The National Association of Insurance Commissioners' efforts to develop new regulations for self-insurance operations should be a more open process and give risk retention groups more say, a captive insurers' trade group has written regulators.

The letter from the Arizona Captive Insurance Association (AzCIA) said any new regulation should be subject to public hearing and take the form of model legislation that would require approval by state legislatures.

AzCIA's letter comes as NAIC is undertaking a review of risk retention groups after recommendations from the General Accountability Office in September that it draft new rules for them.

The GAO recommended that the states act through the NAIC to develop and implement broad-based, uniform baseline standards for regulating risk retention groups, including a change in their accounting methods.

The AzCIA letter to the regulators said that in undertaking its review of risk retention groups as a "truly fair, transparent and inclusive process at the NAIC is imperative."

The GAO, in asking NAIC to set standards for RRGs, said the rules should include regular filing of financial reports using a uniform accounting method and meeting NAIC's risk-based capital standards.

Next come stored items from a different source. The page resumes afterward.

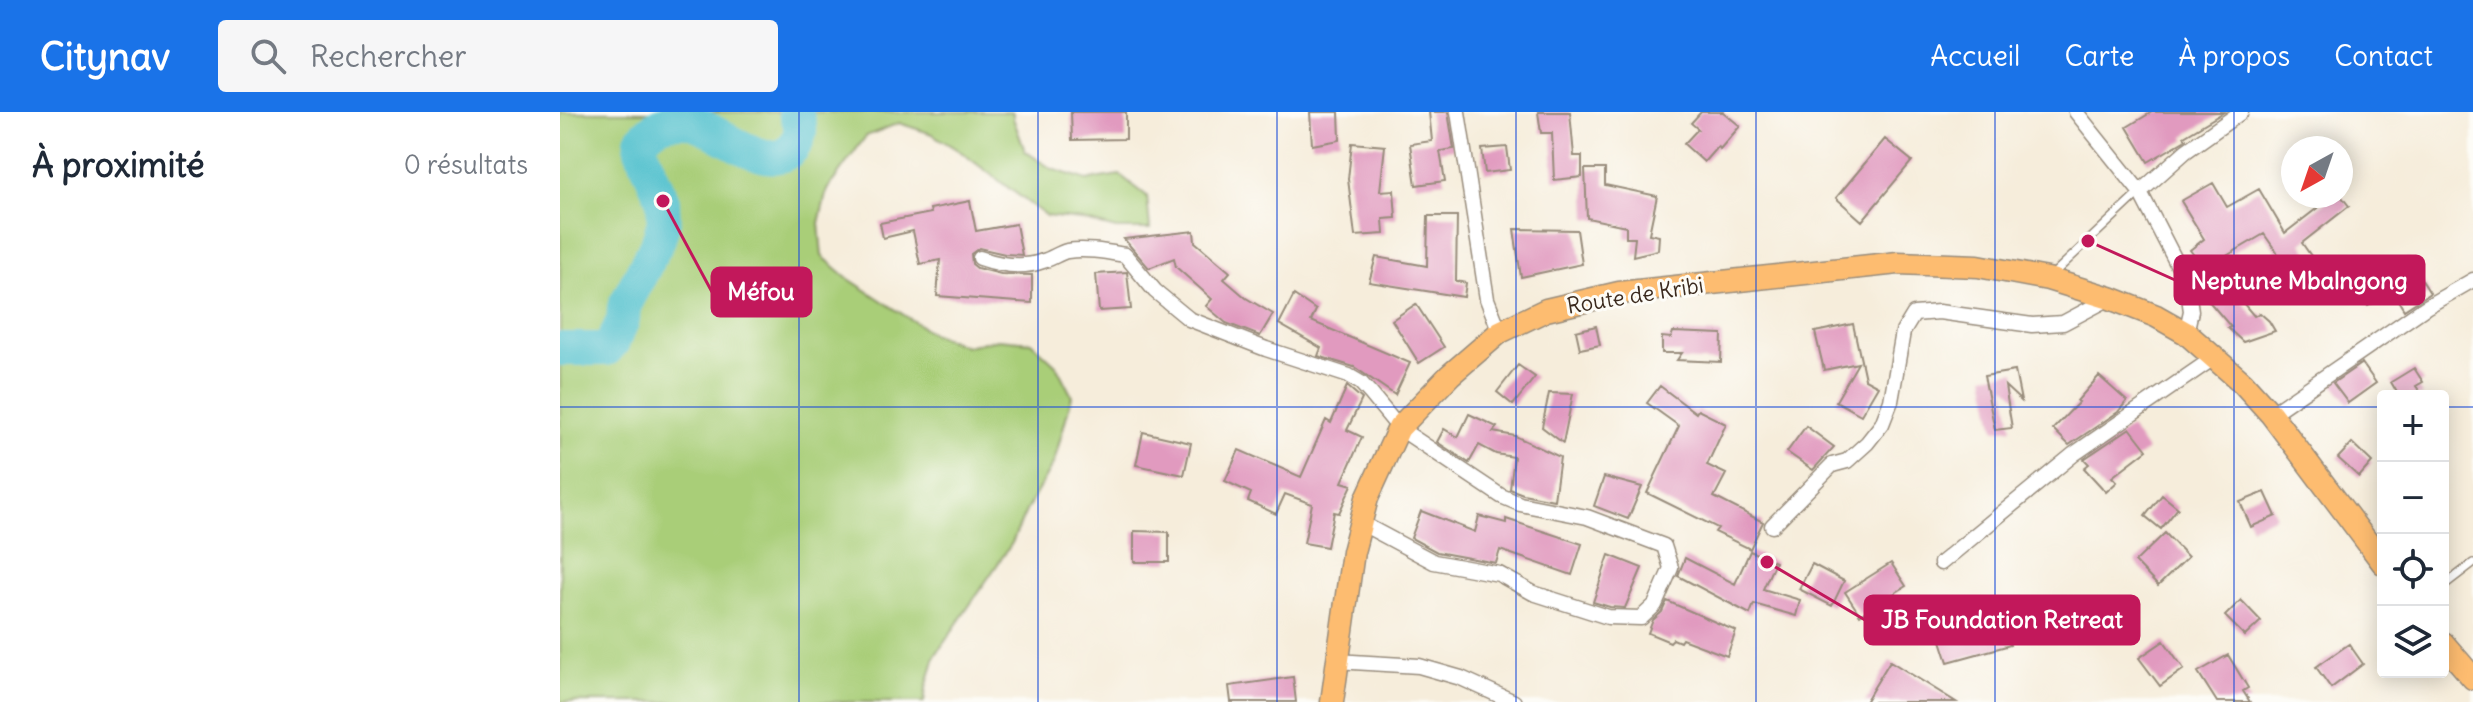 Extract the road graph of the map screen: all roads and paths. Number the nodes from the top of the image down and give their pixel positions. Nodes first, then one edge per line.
1 (1458, 112) edge
2 (2076, 112) edge
3 (2241, 112) edge
4 (2140, 192) junction
5 (980, 258) dead end
6 (2048, 279) junction
7 (2473, 280) edge
8 (2110, 298) junction
9 (1500, 332) junction
10 (2186, 333) junction
11 (2215, 357) junction
12 (2271, 414) junction
13 (1399, 428) junction
14 (1361, 523) junction
15 (1772, 526) dead end
16 (2377, 555) edge
17 (1941, 563) dead end
18 (2473, 563) edge
19 (2449, 581) edge
20 (2449, 650) edge
21 (1336, 661) junction
22 (2473, 678) edge
23 (1332, 702) edge
24 (1514, 702) edge

1 - 9 street
2 - 4 street
3 - 4 street
4 - 6 lane
4 - 10 street
5 - 13 street
6 - 8 main road, Route de Kribi
6 - 9 main road, Route de Kribi
7 - 12 street
8 - 10 main road, Route de Kribi
8 - 15 street
9 - 13 main road, Route de Kribi
10 - 11 main road, Route de Kribi
11 - 12 main road, Route de Kribi
11 - 17 street
12 - 16 main road, Route de Kribi
13 - 14 main road, Route de Kribi
13 - 14 street
14 - 21 main road, Route de Kribi
18 - 19 lane
20 - 22 main road
21 - 23 main road, Route de Kribi
21 - 24 street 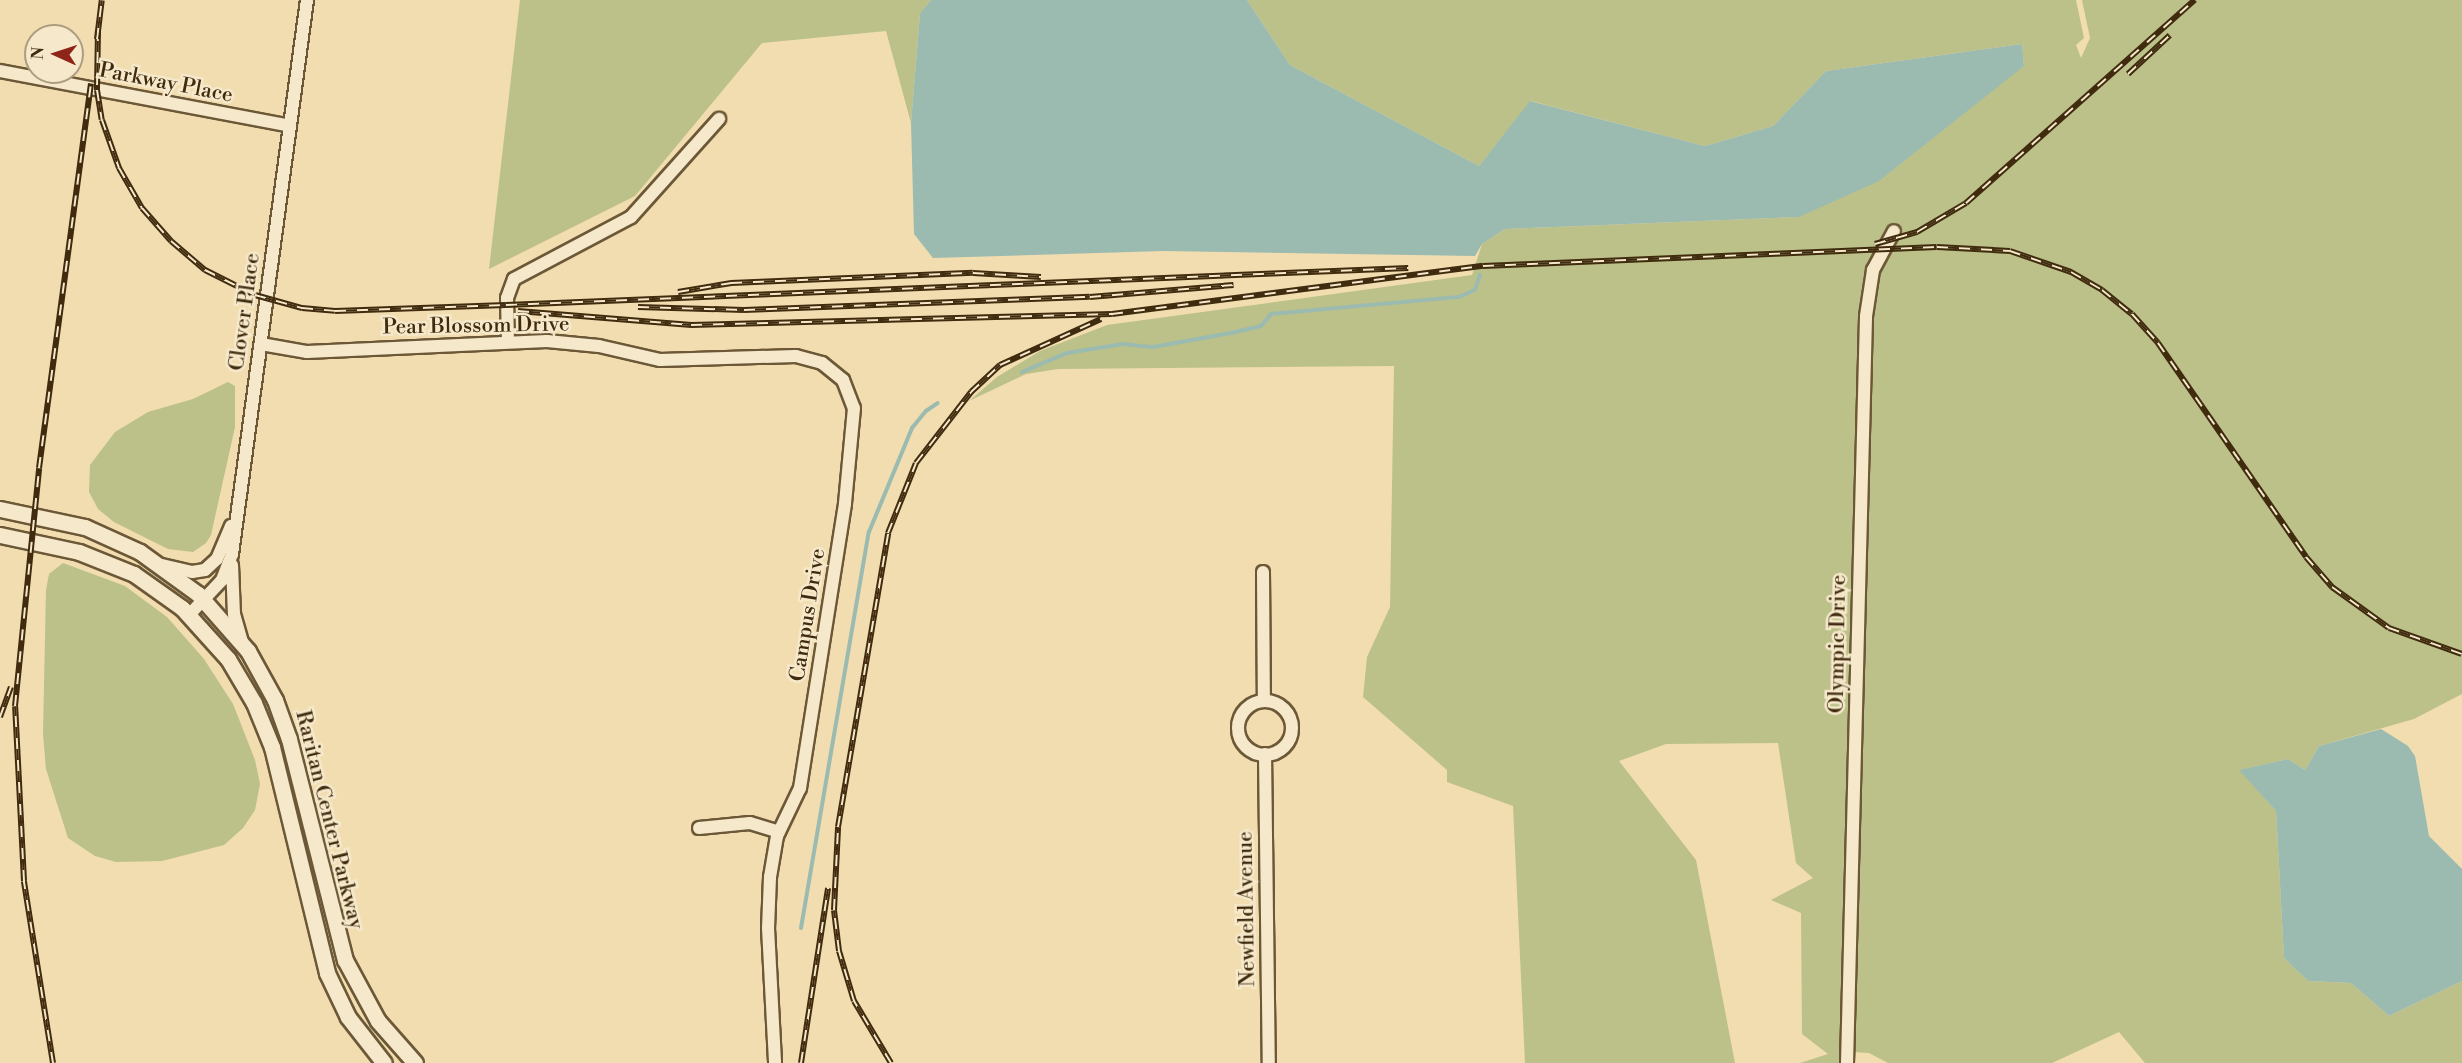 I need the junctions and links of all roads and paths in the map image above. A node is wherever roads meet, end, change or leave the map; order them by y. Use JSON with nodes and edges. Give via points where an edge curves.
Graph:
{"nodes":[{"id":1,"x":308,"y":0,"type":"edge"},
{"id":2,"x":0,"y":71,"type":"edge"},
{"id":3,"x":719,"y":119,"type":"dead end"},
{"id":4,"x":290,"y":126,"type":"junction"},
{"id":5,"x":1894,"y":231,"type":"dead end"},
{"id":6,"x":508,"y":342,"type":"junction"},
{"id":7,"x":261,"y":344,"type":"junction"},
{"id":8,"x":852,"y":398,"type":"joint"},
{"id":9,"x":241,"y":487,"type":"junction"},
{"id":10,"x":0,"y":508,"type":"edge"},
{"id":11,"x":0,"y":535,"type":"edge"},
{"id":12,"x":233,"y":547,"type":"junction"},
{"id":13,"x":158,"y":563,"type":"junction"},
{"id":14,"x":1263,"y":572,"type":"dead end"},
{"id":15,"x":204,"y":600,"type":"junction"},
{"id":16,"x":189,"y":615,"type":"junction"},
{"id":17,"x":248,"y":651,"type":"junction"},
{"id":18,"x":1264,"y":701,"type":"junction"},
{"id":19,"x":1265,"y":754,"type":"junction"},
{"id":20,"x":699,"y":828,"type":"dead end"},
{"id":21,"x":778,"y":832,"type":"junction"},
{"id":22,"x":384,"y":1063,"type":"edge"},
{"id":23,"x":415,"y":1063,"type":"edge"},
{"id":24,"x":775,"y":1063,"type":"edge"},
{"id":25,"x":1269,"y":1063,"type":"edge"},
{"id":26,"x":1847,"y":1063,"type":"edge"}],
"edges":[{"from":1,"to":4,"type":"street","name":"Clover Place"},
{"from":2,"to":4,"type":"street","name":"Parkway Place"},
{"from":3,"to":6,"type":"street","via":[[632,217],[514,279],[506,302]]},
{"from":4,"to":7,"type":"street","name":"Clover Place"},
{"from":5,"to":26,"type":"street","name":"Olympic Drive","via":[[1873,270],[1866,316]]},
{"from":6,"to":7,"type":"street","name":"Pear Blossom Drive","via":[[307,352]]},
{"from":6,"to":8,"type":"street","name":"Pear Blossom Drive","via":[[599,346],[660,360],[802,357],[834,370]]},
{"from":7,"to":9,"type":"street","name":"Clover Place"},
{"from":8,"to":21,"type":"street","name":"Campus Drive","via":[[845,504],[800,788]]},
{"from":9,"to":12,"type":"street","name":"Clover Place"},
{"from":9,"to":13,"type":"street","via":[[225,542],[213,564],[192,572]]},
{"from":10,"to":13,"type":"street","name":"Raritan Center Parkway","via":[[85,527]]},
{"from":11,"to":16,"type":"street","name":"Raritan Center Parkway","via":[[60,547],[116,565],[158,589]]},
{"from":12,"to":15,"type":"street","name":"Clover Place","via":[[226,574]]},
{"from":12,"to":17,"type":"street","via":[[234,614]]},
{"from":13,"to":15,"type":"street","name":"Raritan Center Parkway"},
{"from":14,"to":18,"type":"street"},
{"from":15,"to":16,"type":"street","name":"Clover Place"},
{"from":15,"to":17,"type":"street","name":"Raritan Center Parkway"},
{"from":16,"to":22,"type":"street","name":"Raritan Center Parkway","via":[[228,659],[259,712],[277,767],[323,963],[348,1017]]},
{"from":17,"to":23,"type":"street","name":"Raritan Center Parkway","via":[[275,700],[289,739],[345,960],[378,1021]]},
{"from":18,"to":19,"type":"street","via":[[1246,709],[1239,728],[1247,747]]},
{"from":18,"to":19,"type":"street","via":[[1286,711],[1292,729],[1284,746]]},
{"from":19,"to":25,"type":"street","name":"Newfield Avenue"},
{"from":20,"to":21,"type":"street","via":[[744,823]]},
{"from":21,"to":24,"type":"street","name":"Campus Drive","via":[[768,900]]}]}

It also recommended the states consider standards for laws, regulatory processes and procedures, and personnel "similar in scope to the accreditation standards for traditional insurers."

The AzCIA letter, addressed to the president and chairs of the NAIC Risk Retention Working Group and Risk Retention Group Task Force, said it endorsed comments previously submitted by the Captive Insurance Companies Association.

AzCIA specifically recommended in the letter that the NAIC:

o Cast development of new uniform baseline standards for RRG regulation in the form of model laws that would then be considered by each state legislature, rather than in the form of NAIC standards for accreditation of state insurance departments–thus avoiding enactment through the political process.

o Adopt CICA's recommendation to hold public hearings as part of the process of developing the standards.

CICA said in its letter dated Oct. 24 that while CICA "supports good regulation of companies within the captive insurance industry, including risk retention groups, it strongly urges the NAIC RRG Working Group and Task Force to take into consideration that good regulation for RRGs may, and probably will, differ from good regulation for traditional insurers."

CICA said that the states, through the NAIC Working Group and Task Force, need to "take on the responsibility for developing reasonable baseline standards in a fair, transparent and fully informed manner."

"More importantly," CICA said, the NAIC has had "limited input from the interested public and, in the opinion of some, has deliberately isolated many of those who could and should be part of this discussion and process."